Emília la llevó a la mesa de la cocina. Luzia cogió una taza de metal y la metió en una de las jarras de agua. Acercó la taza a los labios de su vecina, y doña Chaves bebió el agua tan rápidamente que un pequeño hilo se deslizó desde la comisura de su boca ajada y descendió por la barbilla.

—Han matado a los dos capangas del coronel —balbuceó, después de devolverle la taza a Luzia—. Han cogido a un capanga en el camino. ¡Un hombre tan joven! Le han sacado las tripas. —Respiró hondo una vez más—. Lo han abierto desde aquí —doña Chaves apuntó un dedo arrugado a su cuello— hasta aquí —cruzó el dedo sobre el pecho hasta el final del estómago, y luego sacudió la cabeza—. Y no tenía ojos, ¡se los han sacado!

Luzia aflojó la mano que sostenía la taza. Se volcó, derramando agua sobre su muñeca. Respiró hondo y posó la taza sobre la mesa.

—¿Lo ha visto? —preguntó.

Doña Chaves levantó la vista, sorprendida:

—¡Claro que no!

—Entonces ¿cómo sabe que es cierto? —preguntó Luzia. Emília la hizo callar.

—Han secuestrado al señor Chaves, Gramola —replicó doña Chaves, y la voz se le quebró.

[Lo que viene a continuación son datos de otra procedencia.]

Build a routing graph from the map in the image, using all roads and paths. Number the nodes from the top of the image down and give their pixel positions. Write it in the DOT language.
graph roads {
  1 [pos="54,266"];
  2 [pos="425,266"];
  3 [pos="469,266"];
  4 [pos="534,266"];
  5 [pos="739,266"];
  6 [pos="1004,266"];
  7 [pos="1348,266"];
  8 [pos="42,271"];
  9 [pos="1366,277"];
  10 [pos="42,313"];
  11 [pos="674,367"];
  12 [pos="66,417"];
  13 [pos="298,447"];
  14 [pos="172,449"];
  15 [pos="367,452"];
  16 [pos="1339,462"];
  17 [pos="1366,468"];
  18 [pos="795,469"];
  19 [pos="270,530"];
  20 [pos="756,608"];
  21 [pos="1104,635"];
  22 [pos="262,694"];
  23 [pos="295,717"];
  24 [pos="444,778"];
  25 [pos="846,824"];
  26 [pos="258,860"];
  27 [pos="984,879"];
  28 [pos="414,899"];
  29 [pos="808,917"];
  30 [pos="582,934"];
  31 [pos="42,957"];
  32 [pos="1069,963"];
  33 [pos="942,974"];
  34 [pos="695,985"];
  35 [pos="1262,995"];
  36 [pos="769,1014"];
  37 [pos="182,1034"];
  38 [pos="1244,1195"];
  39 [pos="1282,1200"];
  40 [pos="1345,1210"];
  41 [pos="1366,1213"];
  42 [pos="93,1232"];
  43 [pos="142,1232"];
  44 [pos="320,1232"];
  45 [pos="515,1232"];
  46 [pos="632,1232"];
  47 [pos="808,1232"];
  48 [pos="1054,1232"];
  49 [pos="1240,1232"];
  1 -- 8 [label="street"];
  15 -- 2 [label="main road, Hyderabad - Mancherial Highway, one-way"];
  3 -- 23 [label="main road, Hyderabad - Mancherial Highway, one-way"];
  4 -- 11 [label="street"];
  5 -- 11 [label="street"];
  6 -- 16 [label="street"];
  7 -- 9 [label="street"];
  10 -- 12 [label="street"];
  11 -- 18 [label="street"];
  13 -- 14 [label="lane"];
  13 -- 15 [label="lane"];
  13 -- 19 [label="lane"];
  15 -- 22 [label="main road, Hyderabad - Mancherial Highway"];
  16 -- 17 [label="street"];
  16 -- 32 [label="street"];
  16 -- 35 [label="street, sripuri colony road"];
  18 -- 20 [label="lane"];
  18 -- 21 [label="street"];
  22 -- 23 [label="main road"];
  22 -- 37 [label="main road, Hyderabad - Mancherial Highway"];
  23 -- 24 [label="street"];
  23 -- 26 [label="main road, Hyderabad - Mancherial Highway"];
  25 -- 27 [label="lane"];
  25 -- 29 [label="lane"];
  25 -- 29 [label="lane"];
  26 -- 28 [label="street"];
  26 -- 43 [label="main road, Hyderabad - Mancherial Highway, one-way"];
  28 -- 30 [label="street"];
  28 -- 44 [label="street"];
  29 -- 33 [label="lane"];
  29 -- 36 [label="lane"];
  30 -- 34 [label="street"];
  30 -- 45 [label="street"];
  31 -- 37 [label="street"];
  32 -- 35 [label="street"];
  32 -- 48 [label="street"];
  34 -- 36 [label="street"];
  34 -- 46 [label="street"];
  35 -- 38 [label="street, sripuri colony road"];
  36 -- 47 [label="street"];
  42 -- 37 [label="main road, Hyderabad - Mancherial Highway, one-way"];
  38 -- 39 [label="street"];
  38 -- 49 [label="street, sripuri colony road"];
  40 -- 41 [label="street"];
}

—Lo siento —dijo Luzia, sentándose al lado de su vecina. Sobre el labio superior, doña Chaves tenía un enorme lunar que parecía un frijol negro. Cuando hablaba, el lunar rebotaba de arriba abajo y Luzia sentía el impulso de agarrar una servilleta y limpiárselo, como si doña Chaves fuera una criatura que no sabía comer.

—Lo encontraron escondido bajo su puesto —prosiguió su vecina—. ¡Lo han secuestrado para que arregle sus sombreros y sus sandalias!

El señor Chaves trabajaba con cuero. Pasaba la mayor parte del tiempo curtiendo cueros y fabricando monturas que le encargaba el coronel.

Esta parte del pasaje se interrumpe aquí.